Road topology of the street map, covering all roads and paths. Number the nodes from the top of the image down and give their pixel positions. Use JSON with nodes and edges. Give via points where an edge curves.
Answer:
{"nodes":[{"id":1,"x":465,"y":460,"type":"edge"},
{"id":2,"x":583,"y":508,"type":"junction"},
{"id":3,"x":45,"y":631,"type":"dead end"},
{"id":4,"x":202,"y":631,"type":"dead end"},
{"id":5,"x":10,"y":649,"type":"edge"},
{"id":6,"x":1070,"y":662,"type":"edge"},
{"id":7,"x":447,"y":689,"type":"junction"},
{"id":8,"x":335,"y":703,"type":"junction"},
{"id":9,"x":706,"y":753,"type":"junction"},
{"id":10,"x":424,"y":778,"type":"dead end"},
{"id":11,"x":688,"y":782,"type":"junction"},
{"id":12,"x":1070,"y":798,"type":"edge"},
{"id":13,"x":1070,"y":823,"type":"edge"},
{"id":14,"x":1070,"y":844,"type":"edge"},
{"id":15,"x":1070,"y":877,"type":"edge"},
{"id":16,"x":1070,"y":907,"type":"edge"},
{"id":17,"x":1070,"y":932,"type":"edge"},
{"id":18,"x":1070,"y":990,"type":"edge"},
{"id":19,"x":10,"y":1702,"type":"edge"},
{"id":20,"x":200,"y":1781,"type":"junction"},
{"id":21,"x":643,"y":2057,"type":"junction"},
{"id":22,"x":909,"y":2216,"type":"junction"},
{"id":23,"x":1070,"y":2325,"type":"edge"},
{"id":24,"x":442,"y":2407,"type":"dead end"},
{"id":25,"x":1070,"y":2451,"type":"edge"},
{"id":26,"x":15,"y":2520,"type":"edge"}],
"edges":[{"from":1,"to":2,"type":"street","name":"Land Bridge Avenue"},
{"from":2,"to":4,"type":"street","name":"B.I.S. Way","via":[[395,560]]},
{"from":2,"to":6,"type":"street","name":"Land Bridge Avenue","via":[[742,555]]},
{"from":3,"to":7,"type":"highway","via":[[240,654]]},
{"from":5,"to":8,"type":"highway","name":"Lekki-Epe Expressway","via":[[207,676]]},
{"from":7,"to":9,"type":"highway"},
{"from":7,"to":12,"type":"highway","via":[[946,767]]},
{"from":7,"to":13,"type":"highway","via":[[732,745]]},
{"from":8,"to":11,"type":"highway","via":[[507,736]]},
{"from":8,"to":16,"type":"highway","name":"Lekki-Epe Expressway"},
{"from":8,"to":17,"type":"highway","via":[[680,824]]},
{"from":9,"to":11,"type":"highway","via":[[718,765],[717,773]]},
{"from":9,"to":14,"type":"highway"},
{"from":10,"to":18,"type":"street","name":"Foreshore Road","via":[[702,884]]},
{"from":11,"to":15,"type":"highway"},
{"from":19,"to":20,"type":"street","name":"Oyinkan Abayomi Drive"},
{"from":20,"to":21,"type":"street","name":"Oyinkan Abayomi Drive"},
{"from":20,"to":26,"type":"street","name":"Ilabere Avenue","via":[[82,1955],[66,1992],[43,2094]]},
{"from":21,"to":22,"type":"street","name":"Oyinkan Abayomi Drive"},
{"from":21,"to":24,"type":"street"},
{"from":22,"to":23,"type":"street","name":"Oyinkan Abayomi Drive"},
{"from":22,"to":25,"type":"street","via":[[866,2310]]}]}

■ **Task**
Report every line of the data above that contains the string "Land" by copying it in full.

■ **Reply to the task**
"edges":[{"from":1,"to":2,"type":"street","name":"Land Bridge Avenue"},
{"from":2,"to":6,"type":"street","name":"Land Bridge Avenue","via":[[742,555]]},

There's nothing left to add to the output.